Karena ladrang datanglah hanya menggunakan irama 1 (tempo cepat) dan tidak ada variasi
dalam konteks irama yang lain. Dan mungkin anggapan dari pelaku karawitan
tradisi, ini merupakan sesuatu yang di anggap merusak tradisi.
Dari data dan dugaan-dugaan di atas,
akan muncul banyak persoalan yang dapat dikaji oleh peneliti berdasar data
asal-usul ladrang datanglah serta manfaat penelitian tersebut. Diantaranya
adalah mengenai teks musikalnya, alasan pemilihan karya asal untuk di
transformasi, proses transformasi serta dampak secara kualitas musikalnya.
Komposer karya ladrang
datanglah
Ladrang datanglah adalah sebuah
karya yang terbesut dari seorang komposer muda bernama Dwi Hatmanto Nugroho
S.Sn. Selain profesinya sebagai komponis dalam musik tradisi-gamelan jawa, ia
juga merupakan seorang pelaku kesenian tradisi sebagai seorang dalang wayang
kulit dan kadang juga sebagai pemain kendangnya. Justru kendang wayang lah yang
pertama ia tekuni sejak masih duduk di bangku smp. Awalnya dulu ia adalah
seorang anak kecil yang gemar menonton pertunjukan wayang kulit klasik. Yang
sering ditonton adalah dalang Sujarno dari wonogiri. Di daerah asal hatmanto di
baturetno, wonogiri ini dulu sering sekali disajikan pertunjukan wayang kulit
dalam acara hajatan atau peringatan hari besar lain. Walaupun hatmanto ini
gemar menonton wayang kulit, namun ia lama kelamaan mengalami kejenuhan
terhadap musik iringan wayang ini. Karena dulu sewaktu kecil hatmanto, iringan
wayang masih menggunakan gending-gending klasik tradisi jawa khusunya
adalah dari mangkunegaran. Hanya ada satu gending
kreasi yang sering dibawakan, ini juga merupakan gending dolanan karya Narto Sabdo yang berjudul goyang semarang.

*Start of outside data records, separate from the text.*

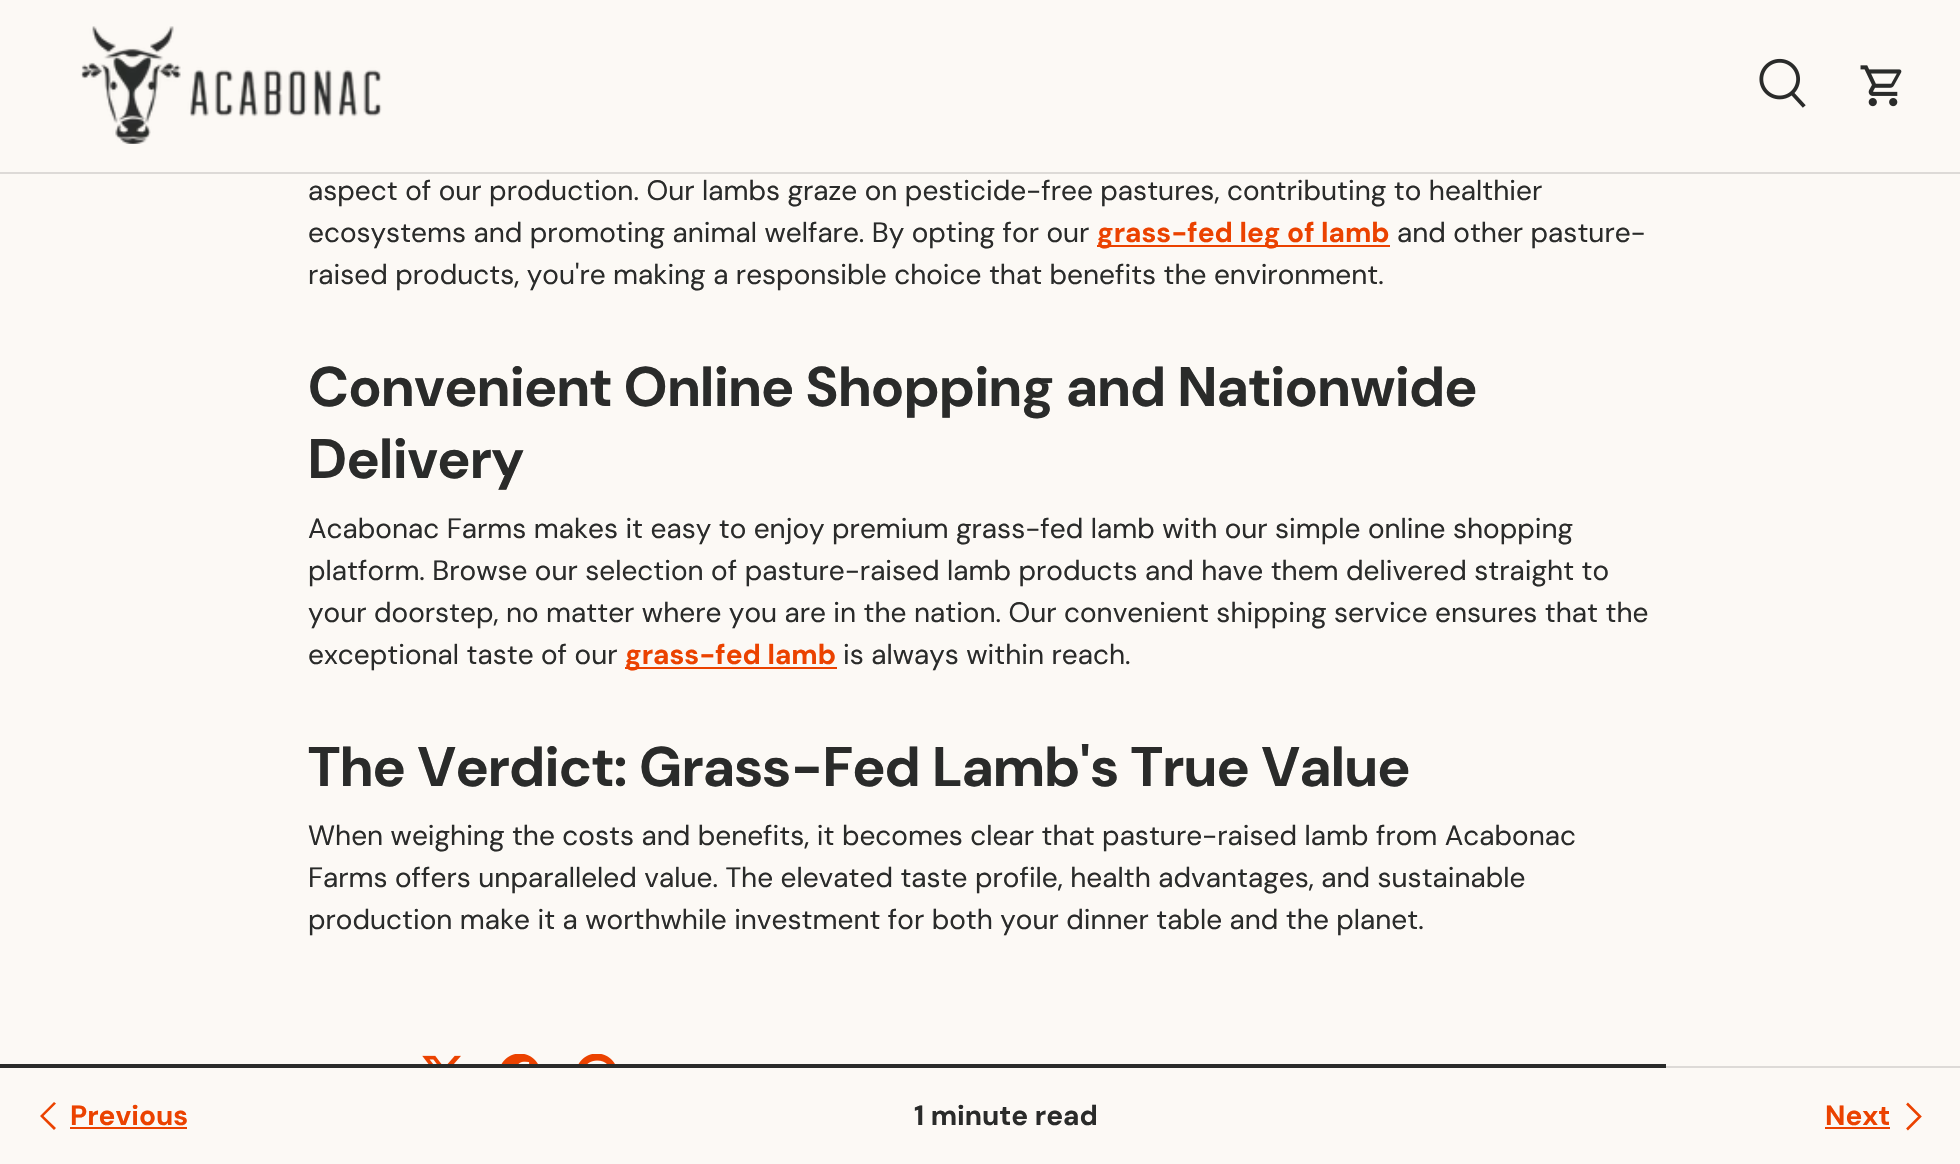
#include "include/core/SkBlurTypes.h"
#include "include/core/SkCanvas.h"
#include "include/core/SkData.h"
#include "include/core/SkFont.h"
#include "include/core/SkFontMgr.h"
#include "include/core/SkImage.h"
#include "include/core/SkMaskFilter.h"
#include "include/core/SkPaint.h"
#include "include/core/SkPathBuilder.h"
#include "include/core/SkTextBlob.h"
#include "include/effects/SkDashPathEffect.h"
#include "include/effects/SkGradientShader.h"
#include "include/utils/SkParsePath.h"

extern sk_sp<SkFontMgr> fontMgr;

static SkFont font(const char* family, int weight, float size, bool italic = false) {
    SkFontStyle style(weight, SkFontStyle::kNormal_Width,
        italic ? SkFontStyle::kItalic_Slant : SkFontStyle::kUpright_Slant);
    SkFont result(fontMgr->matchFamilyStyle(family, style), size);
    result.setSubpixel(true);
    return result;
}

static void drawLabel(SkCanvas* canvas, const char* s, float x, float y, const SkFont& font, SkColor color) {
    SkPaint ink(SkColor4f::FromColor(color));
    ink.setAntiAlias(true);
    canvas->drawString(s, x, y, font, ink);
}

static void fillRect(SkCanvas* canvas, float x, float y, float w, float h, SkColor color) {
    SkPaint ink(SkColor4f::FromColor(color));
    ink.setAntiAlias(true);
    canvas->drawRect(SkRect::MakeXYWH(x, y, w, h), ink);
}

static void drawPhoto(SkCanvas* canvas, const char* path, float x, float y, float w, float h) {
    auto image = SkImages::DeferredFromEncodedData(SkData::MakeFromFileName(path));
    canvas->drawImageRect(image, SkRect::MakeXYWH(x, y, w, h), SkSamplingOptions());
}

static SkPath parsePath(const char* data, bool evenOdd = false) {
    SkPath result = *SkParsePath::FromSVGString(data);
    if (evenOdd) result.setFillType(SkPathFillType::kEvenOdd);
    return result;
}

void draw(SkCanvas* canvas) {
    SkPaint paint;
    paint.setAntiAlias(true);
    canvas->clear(0xFFFCF9F5);
    fillRect(canvas, 0, 172, 1960, 2, 0xFFDDDAD7);
    drawPhoto(canvas, "assets/img1.png", 80, 26, 302, 118);
    drawPhoto(canvas, "assets/img2.png", 1759, 58, 47, 50);
    drawPhoto(canvas, "assets/img3.png", 1860, 65, 42, 42);
    SkFont font1 = font("DM Sans", 400, 28);
    drawLabel(canvas, "aspect of our production. Our lambs graze on pesticide-free pastures, contributing to healthier", 308, 200, font1, 0xFF2A2B2A);
    drawLabel(canvas, "ecosystems and promoting animal welfare. By opting for our", 308, 242, font1, 0xFF2A2B2A);
    fillRect(canvas, 1097, 245, 293, 2, 0xFFEB4200);
    SkFont font2 = font("DM Sans", 700, 28);
    drawLabel(canvas, "grass-fed leg of lamb", 1097, 242, font2, 0xFFEB4200);
    drawLabel(canvas, "and other pasture-", 1397, 242, font1, 0xFF2A2B2A);
    drawLabel(canvas, "raised products, you're making a responsible choice that benefits the environment.", 308, 284, font1, 0xFF2A2B2A);
    SkFont font3 = font("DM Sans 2", 700, 55.75f);
    drawLabel(canvas, "Convenient Online Shopping and Nationwide", 308, 406, font3, 0xFF2A2B2A);
    drawLabel(canvas, "Delivery", 308, 478, font3, 0xFF2A2B2A);
    drawLabel(canvas, "Acabonac Farms makes it easy to enjoy premium grass-fed lamb with our simple online shopping", 308, 538, font1, 0xFF2A2B2A);
    drawLabel(canvas, "platform. Browse our selection of pasture-raised lamb products and have them delivered straight to", 308, 580, font1, 0xFF2A2B2A);
    drawLabel(canvas, "your doorstep, no matter where you are in the nation. Our convenient shipping service ensures that the", 308, 622, font1, 0xFF2A2B2A);
    drawLabel(canvas, "exceptional taste of our", 308, 664, font1, 0xFF2A2B2A);
    fillRect(canvas, 625, 667, 212, 2, 0xFFEB4200);
    drawLabel(canvas, "grass-fed lamb", 625, 664, font2, 0xFFEB4200);
    drawLabel(canvas, "is always within reach.", 843, 664, font1, 0xFF2A2B2A);
    drawLabel(canvas, "The Verdict: Grass-Fed Lamb's True Value", 308, 786, font3, 0xFF2A2B2A);
    drawLabel(canvas, "When weighing the costs and benefits, it becomes clear that pasture-raised lamb from Acabonac", 308, 845, font1, 0xFF2A2B2A);
    drawLabel(canvas, "Farms offers unparalleled value. The elevated taste profile, health advantages, and sustainable", 308, 887, font1, 0xFF2A2B2A);
    drawLabel(canvas, "production make it a worthwhile investment for both your dinner table and the planet.", 308, 929, font1, 0xFF2A2B2A);
    drawPhoto(canvas, "assets/img4.png", 422, 1055, 39, 9);
    drawPhoto(canvas, "assets/img5.png", 501, 1054, 37, 10);
    drawPhoto(canvas, "assets/img6.png", 578, 1054, 37, 10);
    fillRect(canvas, 1666, 1066, 294, 2, 0xFFDDDAD7);
    fillRect(canvas, 0, 1064, 1666, 4, 0xFF2A2B2A);
    paint.setColor(0xFFEB4200);
    canvas->drawPath(parsePath("M40 1116L54 1102L56 1103.5L43.5 1116L56 1128L54 1130Z"), paint);
    drawLabel(canvas, "Previous", 70, 1125, font2, 0xFFEB4200);
    fillRect(canvas, 70, 1127, 117, 2, 0xFFEB4200);
    drawLabel(canvas, "1 minute read", 914, 1125, font2, 0xFF2A2B2A);
    drawLabel(canvas, "Next", 1825, 1125, font2, 0xFFEB4200);
    fillRect(canvas, 1825, 1127, 65, 2, 0xFFEB4200);
    paint.setStroke(true);
    paint.setStrokeWidth(2.6f);
    canvas->drawPath(parsePath("M1907 1103.5L1920 1116.5L1907 1129.5"), paint);
}
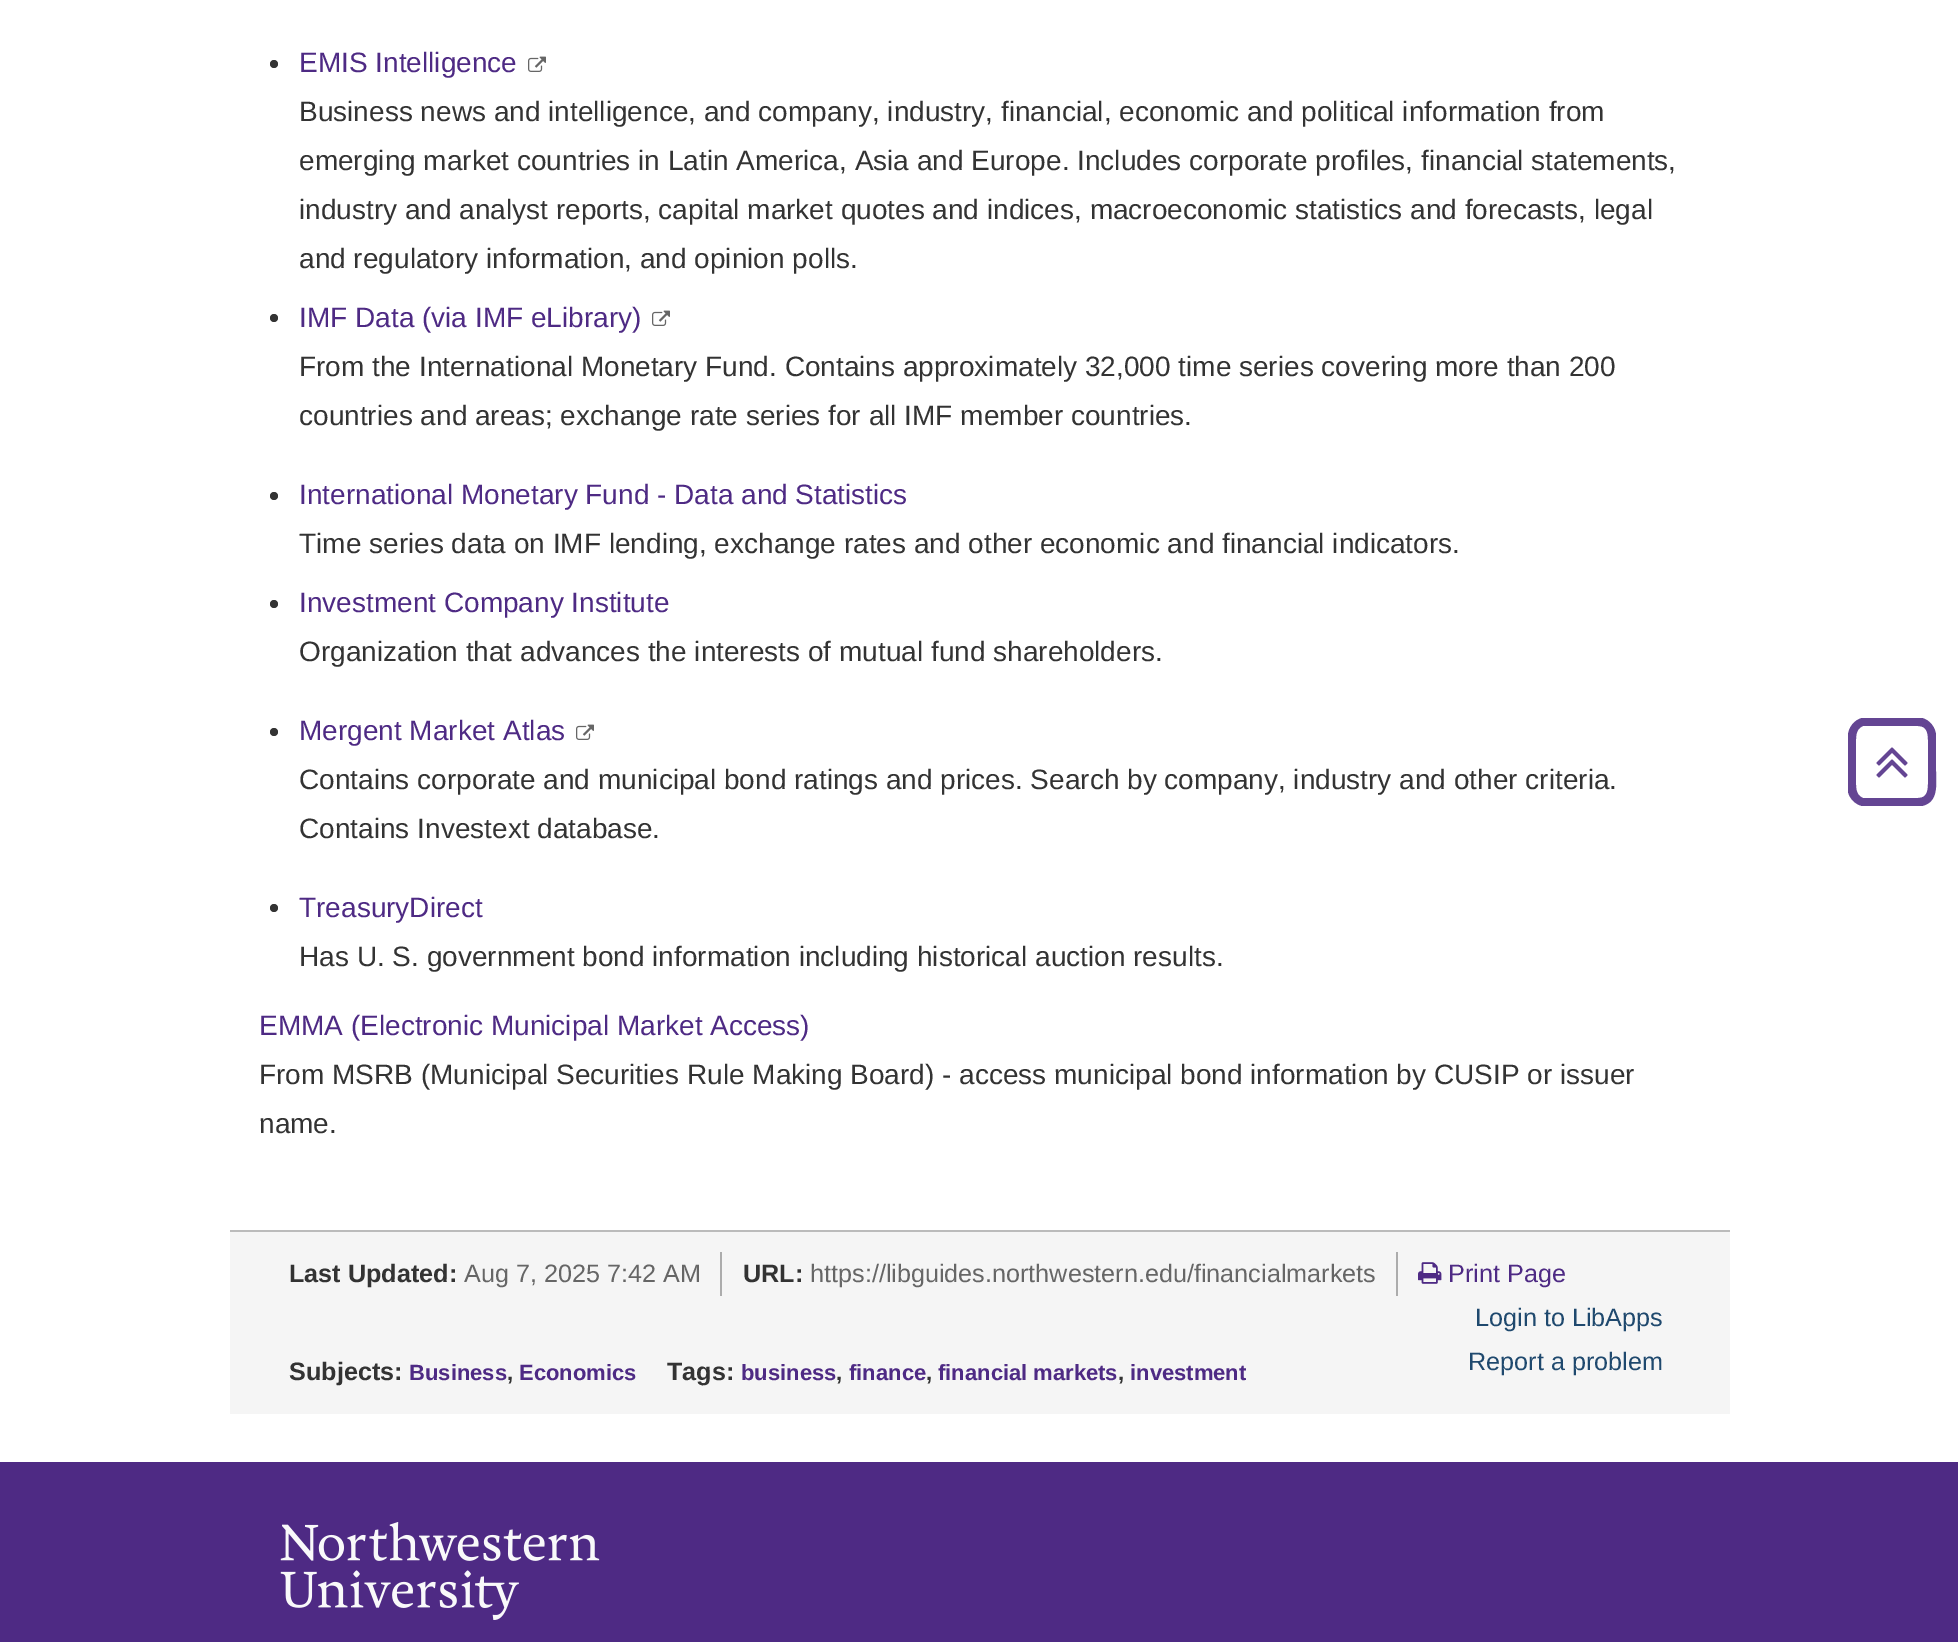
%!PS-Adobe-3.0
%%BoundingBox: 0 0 1958 1642
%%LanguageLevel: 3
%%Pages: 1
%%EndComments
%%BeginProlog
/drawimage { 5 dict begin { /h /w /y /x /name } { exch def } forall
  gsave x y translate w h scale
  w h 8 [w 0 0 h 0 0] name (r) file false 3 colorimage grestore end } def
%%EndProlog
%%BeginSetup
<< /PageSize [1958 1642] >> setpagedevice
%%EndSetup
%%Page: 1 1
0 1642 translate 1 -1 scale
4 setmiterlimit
1 setgray
0 0 1958 1642 rectfill
0.2 setgray
newpath 274 64 4 0 360 arc closepath fill
(images/1.raw) 528 56 18 16 drawimage
newpath 274 318 4 0 360 arc closepath fill
(images/1.raw) 652 310 18 16 drawimage
newpath 274 496 4 0 360 arc closepath fill
newpath 274 604 4 0 360 arc closepath fill
newpath 274 732 4 0 360 arc closepath fill
(images/1.raw) 576 724 18 16 drawimage
newpath 274 908 4 0 360 arc closepath fill
0.392 0.271 0.576 setrgbcolor
newpath 1918 726 moveto 1863 726 lineto 1855 729 1856 738 1856 745 curveto 1856 779 lineto 1856 786 1855 795 1863 798 curveto 1918 798 lineto 1929 798 1928 787 1928 779 curveto 1928 745 lineto 1928 737 1929 726 1918 726 curveto closepath 1936 736 moveto 1936 771 lineto 1936 784 1939 802 1922 806 curveto 1862 806 lineto 1855 804 1850 799 1848 792 curveto 1848 736 lineto 1848 728 1854 720 1862 718 curveto 1922 718 lineto 1930 720 1936 728 1936 736 curveto closepath fill
(images/2.raw) 1876 747 32 31 drawimage
0.961 setgray
230 1232 1500 182 rectfill
0.733 setgray
230 1230 1500 2 rectfill
0.675 setgray
720 1252 2 44 rectfill
1396 1252 2 44 rectfill
(images/3.raw) 1418 1262 24 22 drawimage
0.306 0.165 0.518 setrgbcolor
0 1462 1958 180 rectfill
(images/4.raw) 280 1522 320 98 drawimage
/LiberationSans-Regular [28 0 0 -28 0 0] selectfont
299 72 moveto (EMIS Intelligence) show
0.2 setgray
299 121 moveto (Business news and intelligence, and company, industry, financial, economic and political information from) show
299 170 moveto (emerging market countries in Latin America, Asia and Europe. Includes corporate profiles, financial statements,) show
299 219 moveto (industry and analyst reports, capital market quotes and indices, macroeconomic statistics and forecasts, legal) show
299 268 moveto (and regulatory information, and opinion polls.) show
0.306 0.165 0.518 setrgbcolor
299 327 moveto (IMF Data \(via IMF eLibrary\)) show
0.2 setgray
299 376 moveto (From the International Monetary Fund. Contains approximately 32,000 time series covering more than 200) show
299 425 moveto (countries and areas; exchange rate series for all IMF member countries.) show
0.306 0.165 0.518 setrgbcolor
299 504 moveto (International Monetary Fund - Data and Statistics) show
0.2 setgray
299 553 moveto (Time series data on IMF lending, exchange rates and other economic and financial indicators.) show
0.306 0.165 0.518 setrgbcolor
299 612 moveto (Investment Company Institute) show
0.2 setgray
299 661 moveto (Organization that advances the interests of mutual fund shareholders.) show
0.306 0.165 0.518 setrgbcolor
299 740 moveto (Mergent Market Atlas) show
0.2 setgray
299 789 moveto (Contains corporate and municipal bond ratings and prices. Search by company, industry and other criteria.) show
299 838 moveto (Contains Investext database.) show
0.306 0.165 0.518 setrgbcolor
299 917 moveto (TreasuryDirect) show
0.2 setgray
299 966 moveto (Has U. S. government bond information including historical auction results.) show
0.306 0.165 0.518 setrgbcolor
259 1035 moveto (EMMA \(Electronic Municipal Market Access\)) show
0.2 setgray
259 1084 moveto (From MSRB \(Municipal Securities Rule Making Board\) - access municipal bond information by CUSIP or issuer) show
259 1133 moveto (name.) show
/LiberationSans-Bold [25.2 0 0 -25.2 0 0] selectfont
289 1282 moveto (Last Updated:) show
/LiberationSans-Regular [25.2 0 0 -25.2 0 0] selectfont
0.4 setgray
464 1282 moveto (Aug 7, 2025 7:42 AM) show
/LiberationSans-Bold [25.2 0 0 -25.2 0 0] selectfont
0.2 setgray
743 1282 moveto (URL:) show
/LiberationSans-Regular [25.2 0 0 -25.2 0 0] selectfont
0.4 setgray
810 1282 moveto (https://libguides.northwestern.edu/financialmarkets) show
0.306 0.165 0.518 setrgbcolor
1448 1282 moveto (Print Page) show
0.122 0.286 0.431 setrgbcolor
1475 1326 moveto (Login to LibApps) show
/LiberationSans-Bold [25.2 0 0 -25.2 0 0] selectfont
0.2 setgray
289 1380 moveto (Subjects:) show
/LiberationSans-Bold [22 0 0 -22 0 0] selectfont
0.306 0.165 0.518 setrgbcolor
409 1380 moveto (Business) show
0.2 setgray
507 1380 moveto (,) show
0.306 0.165 0.518 setrgbcolor
519 1380 moveto (Economics) show
/LiberationSans-Bold [25.2 0 0 -25.2 0 0] selectfont
0.2 setgray
667 1380 moveto (Tags:) show
/LiberationSans-Bold [22 0 0 -22 0 0] selectfont
0.306 0.165 0.518 setrgbcolor
741 1380 moveto (business) show
0.2 setgray
836 1380 moveto (,) show
0.306 0.165 0.518 setrgbcolor
849 1380 moveto (finance) show
0.2 setgray
926 1380 moveto (,) show
0.306 0.165 0.518 setrgbcolor
938 1380 moveto (financial markets) show
0.2 setgray
1118 1380 moveto (,) show
0.306 0.165 0.518 setrgbcolor
1130 1380 moveto (investment) show
/LiberationSans-Regular [25.2 0 0 -25.2 0 0] selectfont
0.122 0.286 0.431 setrgbcolor
1468 1370 moveto (Report a problem) show
showpage
%%EOF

Berawal dari seorang pengendang
wayang di waktu smp, mulanya ia hanya menggantikan posisi kendang pada waktu manyura yakni pada waktu bagian akhir
pertunjukan wayang. Sejak smp memang hatmanto ini sudah sering mengikuti pentas
wayang kulit yang di ajak oleh pamannya yang juga merupakan seorang pengendang
wayang. Dampak dari ia kecil sudah ikut mengiringi wayang ini adalah sampai
sekarang gending-gending klasik yang
dulu seringa ia dengar masih termemori dengan baik di benaknya. Padahal sewaktu
kecilnya ia sering dimarahi oleh ibunya. Wajar menurut hatmanto jika seorang
ibu sering memarahi anaknya. Karena itu merupakan satu bentuk rasa sayang dan
kekhawatiran ibu terhadap anaknya. Tapi tetap saja hatmanto takut dan trauma
ketika teringat sedang dimarahi ibunya. Hubungan dari kedua hal tersebut adalah
ketika hatmanto kini mendengar gending-gending
klasik tradisi, ia akan teringat lagi tentang ibunya dulu yang sering
marah-marah. Dampaknya adalah ia sering menangis dan rindu akan ibunya
tersebut.
Mulai dari permasalahan tersebutlah
hatmanto mulai memutuskan untuk merubah kesan iringan wayang yang menggunakan gending tradisi klasik. Awal dari
usahanya ini selain terinspirasi dari kenangan terhadap ibunya, juga ia semakin
terdorong dengan adanya kontemporarisasi oleh para dalang yang di anggap
progresive seperti Manteb Sudarsono dan Sujiwo Tejo. Kedua dalang ini menurut
hatmanto merupakan seorang tokoh bagi dunia pewayangan yang berani melakukan
perubahan baik dalam cerita, tokoh pewayangan dan musik iringannya. Fokus
terhadap iringan musiknya, dari kedua dalang ini memasukan unsur alat musik
barat seperti biola dan terompet ke dalam karawitan jawa. Selain itu mereka
juga memainkan dinamika musikal melalui hentakan kendang dan keras lirihnya
tempo maupun volume musik.
Hatmanto sangat mengidolakan kedua
tokoh tersebut. selain itu ia juga merupakan penggemar musik orkestra yang
penuh diwarnai dengan dinamika permainan. Oleh sebab itu kini hatmanto banyak
berkarya yang berinfluence dari musik
orkestra namun bermedium gamelan jawa. Awal dari karyanya dulu hanyalah ia ikut
menambahi bagian karya musik dari dalang Entus sewaktu ia masih ikut di
dalamnya sekitar tahun 2000. Namun ketika tahun 2009 awal ia mulai merintis
karya tunggalnya yang diwadahi oleh kelompok Wayang Dugem. Wayang dugem ini
adalah kelompok yang dipimpin oleh dalang Mario dan yang di konsep pertamanya
adalah Yati Pesek. Yati Pesek disini hanyalah sebagai pengkonsep saja, apa lagi
Mario juga hanya yang mendanai. Seluruh karya iringan wayang dugem yang
menggunakan full combo band dan instrument balungan ini adalah hatmanto
sendiri. Mulai dari proses karya pada wayang dugem ini lah hatmanto mengaku
bertemu dengan anak-anak dari SMK Negeri 8 (SMKI) Surakarta yang menurutnya
berpotensi tinggi. Salah satunya adalah pemain biola yang bernama Prisha
Bashori. Prisha adalah pemain biola jebolan dari SMKI Solo. Dari Prisha inilah
hatmanto mulai kenal dengan musik-musik barat yang progresive seperti misal
musik dari kelompok Dream Theatre atau Kulkul dari indonesia sendiri.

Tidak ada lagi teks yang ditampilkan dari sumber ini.